Moving back to their native Michigan was arguably the best move the Alice Cooper band ever made. Despite Frank Zappa’s patronage, their initial five-year sojourn in Los Angeles amounted to two overlooked albums, Pretties For You and Easy Action, but back in Detroit, the group’s fortunes improved dramatically. Indeed, their third album, 1971’s Love It To Death, provided a US Top 40 breakthrough, yet the band knew they still had plenty to prove. When they decided to name their fourth album Killer, all concerned knew full well the contents had to live up to the title.
Listen to ‘Killer’ here.
The backstory: “Can you hit it out of the park?”
“A lot of people have hit albums,” Alice Cooper reflected in a 2021 interview with Arizona Central. But the group knew the real challenge was to build on the success of Love It To Death: “Can you hit it out of the park with that [next] one?”
Cooper and co felt an affinity with Detroit’s other outsider rock acts (not least influential proto-punks The Stooges and MC5), and this inspired the band to drop their earlier psych-enhanced pop sound. Instead, they went straight for the jugular with the hard-driving music they worked up for Love It To Death.

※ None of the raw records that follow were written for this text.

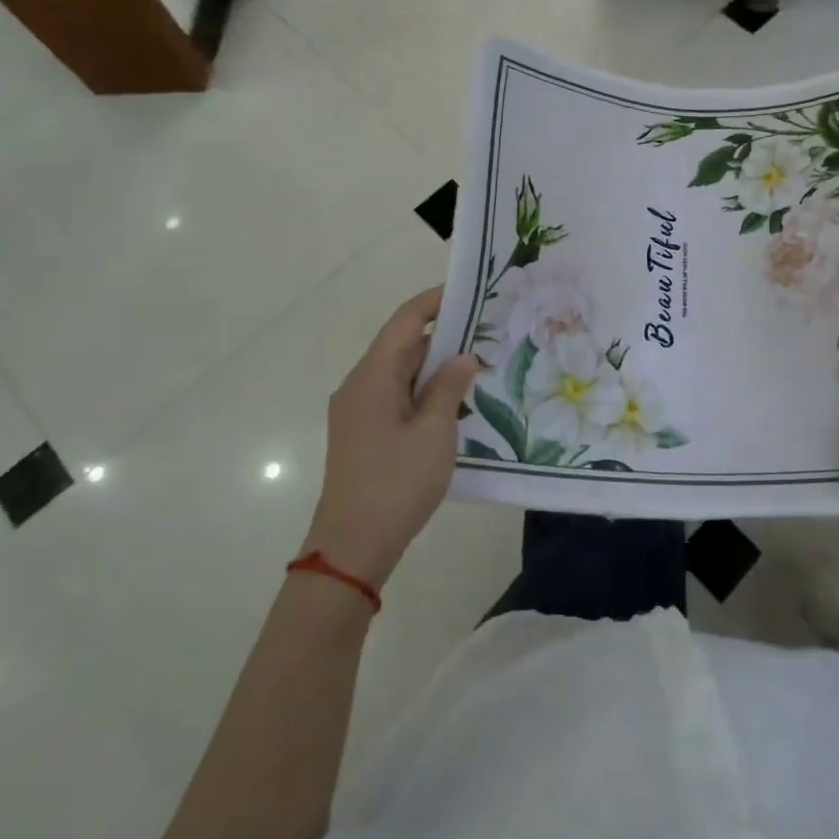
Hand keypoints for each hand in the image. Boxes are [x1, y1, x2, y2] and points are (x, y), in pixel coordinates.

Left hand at [302, 286, 481, 586]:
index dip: (435, 301)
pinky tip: (454, 402)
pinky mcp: (363, 433)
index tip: (470, 291)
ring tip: (478, 364)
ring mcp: (358, 410)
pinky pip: (396, 395)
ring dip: (435, 366)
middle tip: (487, 330)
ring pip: (400, 372)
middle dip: (443, 334)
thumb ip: (450, 387)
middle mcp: (359, 385)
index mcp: (373, 376)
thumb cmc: (396, 483)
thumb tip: (462, 357)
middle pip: (402, 344)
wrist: (351, 547)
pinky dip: (424, 390)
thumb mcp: (435, 432)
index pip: (406, 321)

The group’s new material had a universal appeal. Featuring some of the best Alice Cooper songs to date, Love It To Death also went Top 40 in the UK, and its spin-off hit, the groovy yet angsty grind of I’m Eighteen, offered further proof that Alice Cooper were heading in the right direction. The band’s subsequent tour also provided encouragement, as a series of well-received UK shows led influential figures such as David Bowie and Elton John to offer their endorsement. But while the omens were good, the Alice Cooper band realised they couldn’t rest on their laurels. They needed to press home the advantage handed to them by their third album – and quickly.